Symmetry, geometry and numerics of conservative dynamics

保守动力学的对称性、几何和数值

• 批准号: 105716-2011
• 负责人: Patrick, George
• 金额: $ 0.73万
• 依托单位: University of Saskatchewan
• 依托单位国家: 加拿大
• 项目类别: Discovery Grants Program - Individual
• 财政年份: 2015
• 资助国家: 加拿大
• 起止时间: 2015-01-01 至 2016-12-31
• 项目状态: 已结题
• 来源: https://www.nserc-crsng.gc.ca/ase-oro/Details-Detailles_eng.asp?id=569104
• 关键词: Symmetry; geometry; numerics; conservative; dynamics

Conservative systems model physical phenomena where friction is not dominant. In the models, which are typically ordinary differential equations of moderate dimension, friction is absent, multiple time scales are present, and the long-time dynamics is complicated. Modern applications include underwater vehicle dynamics, molecular dynamics and spectra, fluids and plasmas, physical field theories, and even image analysis. Included are physical systems which roll without slipping, such as ordinary road vehicles. The analysis of these systems depends on fundamental differential-geometric structures that define their differential equations, and many of the interesting systems have symmetry, in the form of an action of a Lie group. Computer simulations are critical for experimentation and validation.

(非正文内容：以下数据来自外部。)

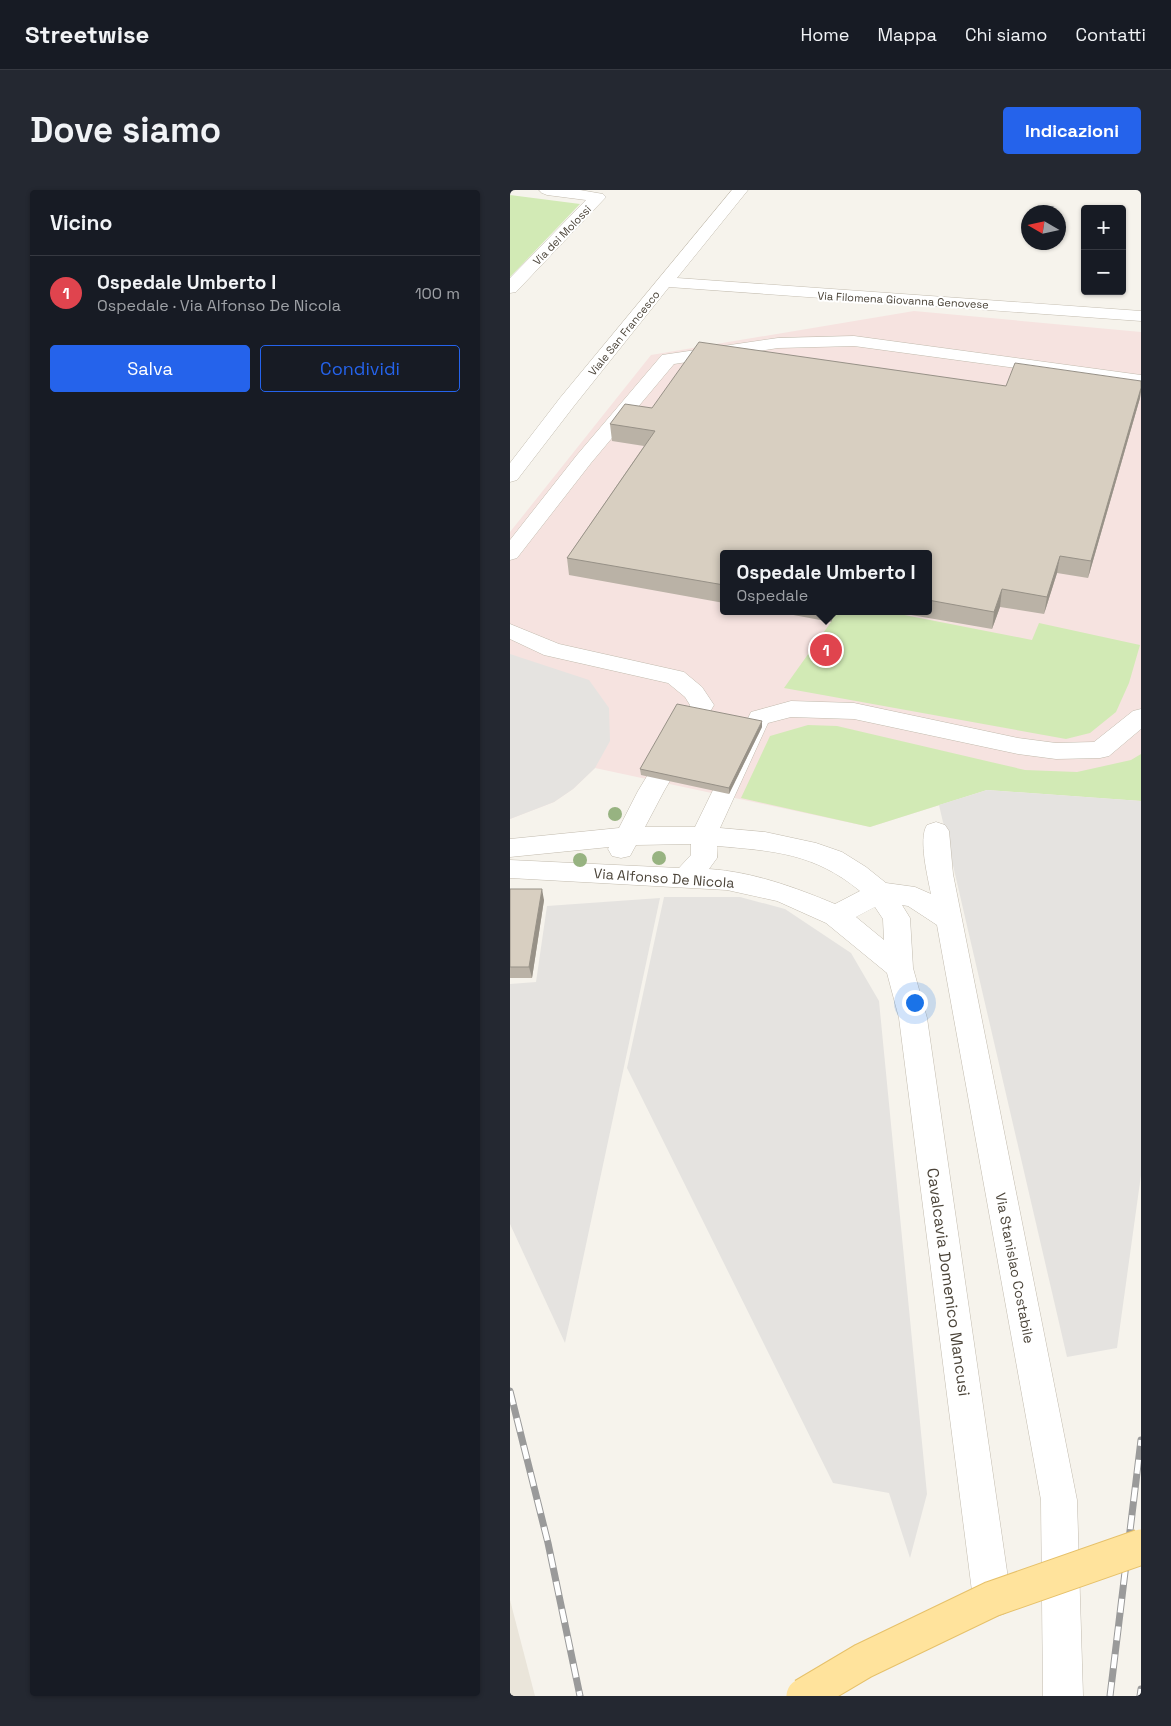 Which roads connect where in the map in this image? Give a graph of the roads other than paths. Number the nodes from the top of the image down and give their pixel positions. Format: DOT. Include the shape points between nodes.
graph roads {
  1 [pos="547,190"];
  2 [pos="740,190"];
  3 [pos="666,282"];
  4 [pos="510,288"];
  5 [pos="1141,316"];
  6 [pos="1141,380"];
  7 [pos="510,476"];
  8 [pos="510,554"];
  9 [pos="510,631"];
  10 [pos="1141,717"];
  11 [pos="936,831"];
  12 [pos="628,836"];
  13 [pos="704,836"];
  14 [pos="510,848"];
  15 [pos="510,869"];
  16 [pos="620,875"];
  17 [pos="686,877"];
  18 [pos="879,892"];
  19 [pos="836,916"];
  20 [pos="950,920"];
  21 [pos="899,968"];
  22 [pos="1141,1547"];
  23 [pos="992,1599"];
  24 [pos="804,1696"];
  25 [pos="1063,1696"];
  1 -- 4 [label="street, Via dei Molossi" via="598,197"];
  2 -- 3 [label="street, Viale San Francesco"];
  3 -- 5 [label="street, Via Filomena Giovanna Genovese" via="794,294 930,300"];
  3 -- 7 [label="street, Viale San Francesco"];
  6 -- 8 [label="street" via="854,341 778,343 668,359"];
  9 -- 12 [label="street" via="552,650 676,677 694,692 702,705"];
  10 -- 13 [label="street" via="1100,750 1056,751 854,711 791,709 758,718"];
  11 -- 20 [label="street, Via Stanislao Costabile" via="940,874"];
  12 -- 13 [label="street"];
  12 -- 14 [label="street"];
  12 -- 16 [label="street" via="618,856"];
  13 -- 17 [label="street" via="704,858"];
  13 -- 18 [label="street" via="765,841 807,850 833,859"];
  15 -- 16 [label="street, Via Alfonso De Nicola"];
  16 -- 17 [label="street, Via Alfonso De Nicola"];
  17 -- 19 [label="street, Via Alfonso De Nicola" via="728,880 783,893"];
  18 -- 19 [label="street"];
  18 -- 20 [label="street" via="915,897"];
  18 -- 21 [label="street" via="896,918"];
  19 -- 21 [label="street, Via Alfonso De Nicola"];
  20 -- 25 [label="street, Via Stanislao Costabile" via="1059,1500"];
  21 -- 23 [label="street, Cavalcavia Domenico Mancusi" via="913,1018"];
  22 -- 23 [label="main road, bridge"];
  23 -- 24 [label="main road, bridge" via="863,1661"];
}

In my research, Mathematics, Physics, and Computer Science, are combined to obtain new results and understandings about the structures and dynamics. Geometrically exact discrete versions of these systems, interesting in themselves, provide new numerical algorithms and high fidelity long time simulations. Key recent progress: (1) Precise tests for the stability of relative equilibria in the case of noncompact symmetry, based on the non-Hausdorff topology of the coadjoint orbit space of noncompact group actions. (2) The identification of structural gaps, where energy-momentum Liapunov functions fail. (3) Recovery of nonlinear stability using KAM theory, verifications of dissipation-induced instability in the gaps, and applications to the stability of relative equilibria of underwater vehicles. (4) A development of the structures of nonholonomic systems using variational methods. (5) New geometric discretizations of tangent bundles, and associated numerical analysis of the accuracy of the corresponding variational integrators. (6) A software system to automatically generate variational integrators.

保守系统模拟摩擦不占主导地位的物理现象。该模型是典型的中维常微分方程，不存在摩擦，存在多时间尺度，长时间动力学复杂。 现代应用包括水下航行器动力学，分子动力学和光谱，流体和等离子体，物理场理论，甚至图像分析。包括滚动而不打滑的物理系统，如普通道路车辆。 这些系统的分析依赖于定义其微分方程的基本微分几何结构，并且许多有趣的系统具有对称性，以李群作用的形式。计算机模拟对于实验和验证至关重要。在我的研究中，数学，物理学和计算机科学相结合，以获得新的结果和理解的结构和动力学。这些系统的几何精确的离散版本，有趣的是，提供了新的数值算法和高保真度的长时间模拟。 最近的主要进展：（1）基于非紧群作用的余伴随轨道空间的非豪斯多夫拓扑，对非紧对称情形下相对平衡点稳定性的精确检验。 (2)结构间隙的识别，其中能量动量李雅普诺夫函数失败。(3)利用KAM理论恢复非线性稳定性，验证间隙中耗散引起的不稳定性，并应用于水下航行器相对平衡的稳定性。(4)用变分法研究非完整系统的结构。(5)切丛的新的几何离散化，以及相应变分积分器精度的数值分析。(6)自动生成变分积分器的软件系统。